DESCRIPTION OF THE TASK — Below this task are records; return each one exactly and omit its images.
[[ DATA FOR ANALYSIS open ]]
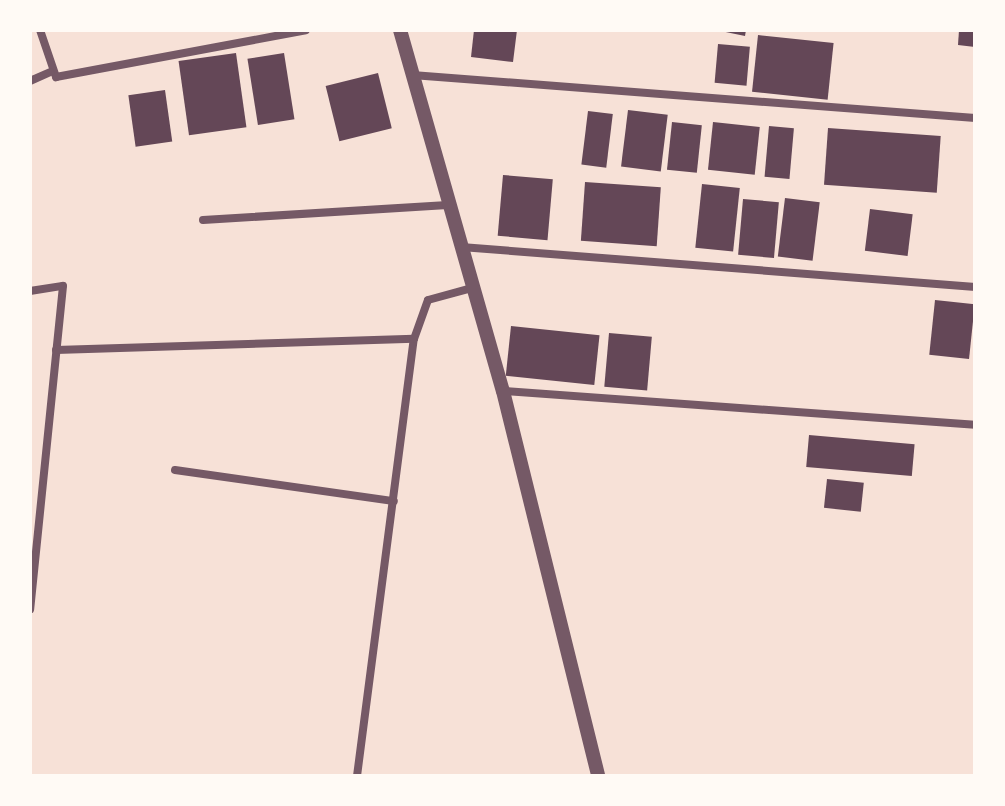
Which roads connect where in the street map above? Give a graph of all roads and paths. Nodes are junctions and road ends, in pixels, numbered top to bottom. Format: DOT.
graph roads {
  1 [pos="40,30"];
  2 [pos="306,30"];
  3 [pos="400,30"];
  4 [pos="50,72"];
  5 [pos="412,75"];
  6 [pos="30,81"];
  7 [pos="975,118"];
  8 [pos="448,205"];
  9 [pos="203,220"];
  10 [pos="460,247"];
  11 [pos="975,287"];
  12 [pos="472,288"];
  13 [pos="30,291"];
  14 [pos="414,339"];
  15 [pos="56,350"];
  16 [pos="503,391"];
  17 [pos="975,425"];
  18 [pos="175,470"];
  19 [pos="394,501"];
  20 [pos="30,609"];
  21 [pos="357,776"];
  22 [pos="598,776"];
  1 -- 4 [label="street"];
  2 -- 4 [label="street"];
  3 -- 5 [label="street"];
  4 -- 6 [label="street"];
  5 -- 7 [label="street"];
  5 -- 8 [label="street"];
  8 -- 9 [label="street"];
  8 -- 10 [label="street"];
  10 -- 11 [label="street"];
  10 -- 12 [label="street"];
  12 -- 14 [label="street"];
  12 -- 16 [label="street"];
  13 -- 15 [label="street"];
  14 -- 15 [label="street"];
  14 -- 19 [label="street"];
  15 -- 20 [label="street"];
  16 -- 17 [label="street"];
  16 -- 22 [label="street"];
  18 -- 19 [label="street"];
  19 -- 21 [label="street"];
}
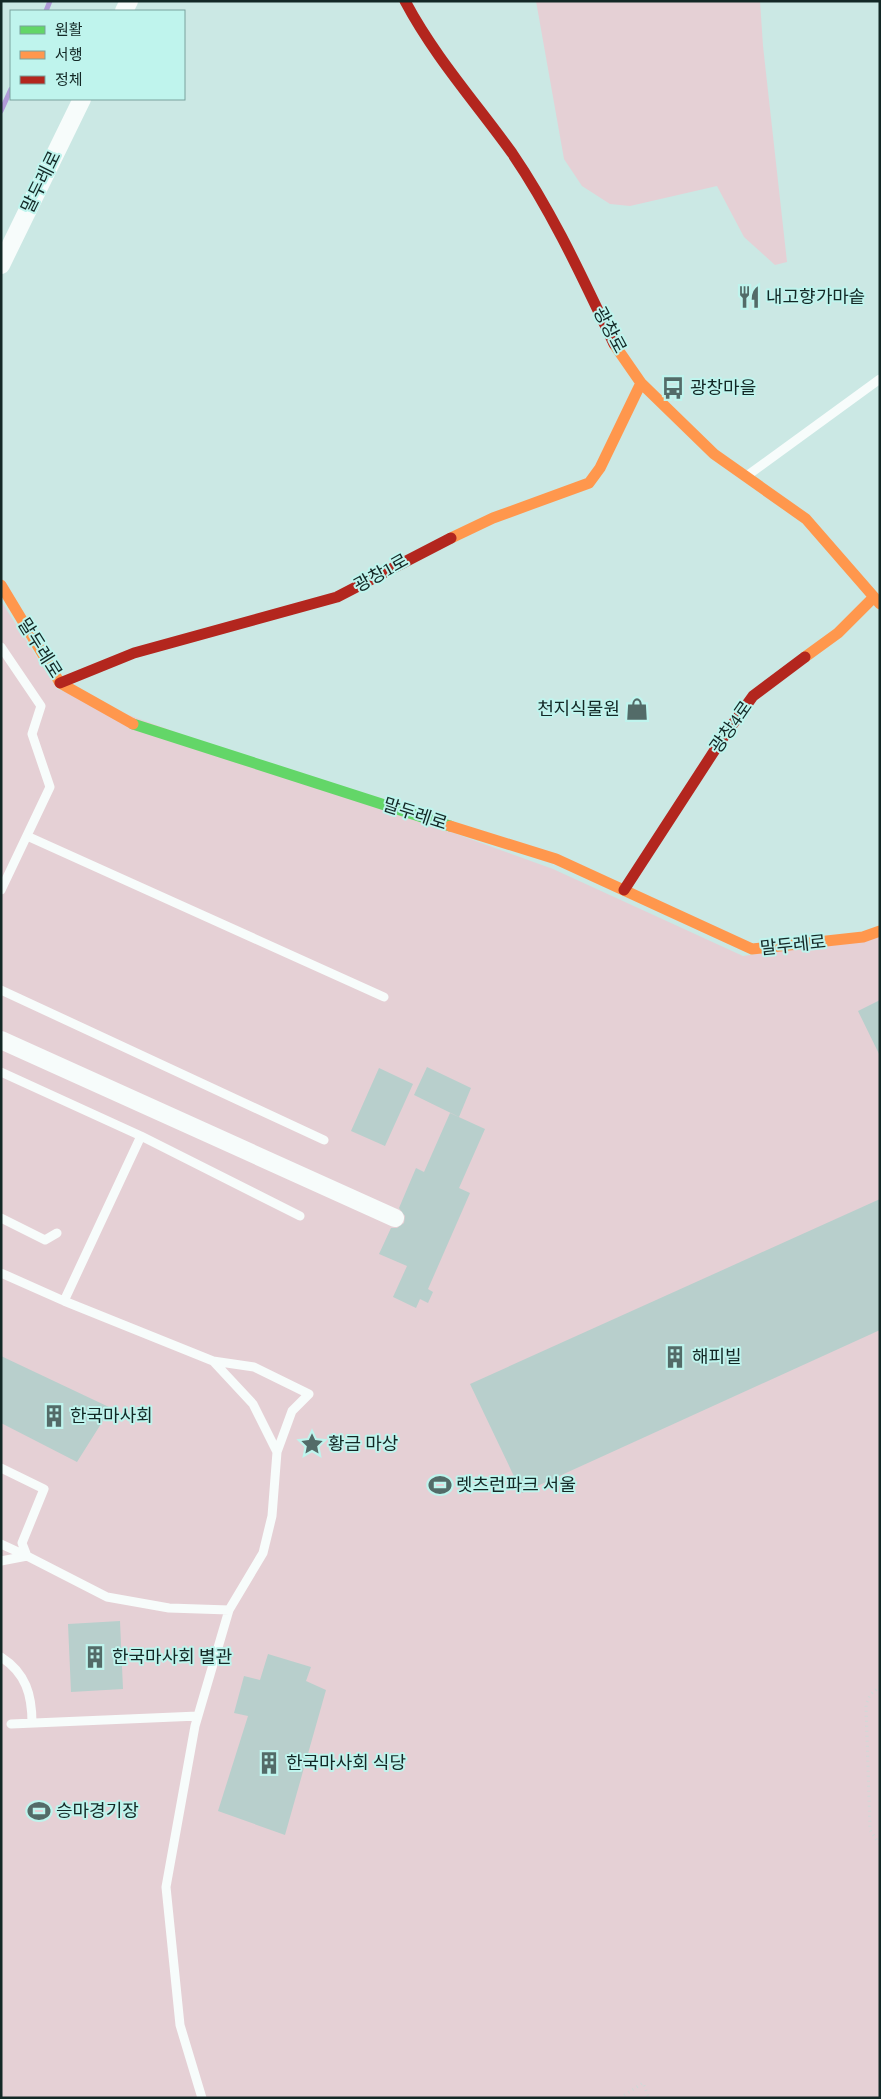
[[ DATA FOR ANALYSIS closed ]]
ANSWER TO THE PROBLEM —
Which roads connect where in the street map above? Give a graph of all roads and paths. Nodes are junctions and road ends, in pixels, numbered top to bottom. Format: DOT.
graph roads {
  1 [pos="40,30"];
  2 [pos="306,30"];
  3 [pos="400,30"];
  4 [pos="50,72"];
  5 [pos="412,75"];
  6 [pos="30,81"];
  7 [pos="975,118"];
  8 [pos="448,205"];
  9 [pos="203,220"];
  10 [pos="460,247"];
  11 [pos="975,287"];
  12 [pos="472,288"];
  13 [pos="30,291"];
  14 [pos="414,339"];
  15 [pos="56,350"];
  16 [pos="503,391"];
  17 [pos="975,425"];
  18 [pos="175,470"];
  19 [pos="394,501"];
  20 [pos="30,609"];
  21 [pos="357,776"];
  22 [pos="598,776"];
  1 -- 4 [label="street"];
  2 -- 4 [label="street"];
  3 -- 5 [label="street"];
  4 -- 6 [label="street"];
  5 -- 7 [label="street"];
  5 -- 8 [label="street"];
  8 -- 9 [label="street"];
  8 -- 10 [label="street"];
  10 -- 11 [label="street"];
  10 -- 12 [label="street"];
  12 -- 14 [label="street"];
  12 -- 16 [label="street"];
  13 -- 15 [label="street"];
  14 -- 15 [label="street"];
  14 -- 19 [label="street"];
  15 -- 20 [label="street"];
  16 -- 17 [label="street"];
  16 -- 22 [label="street"];
  18 -- 19 [label="street"];
  19 -- 21 [label="street"];
}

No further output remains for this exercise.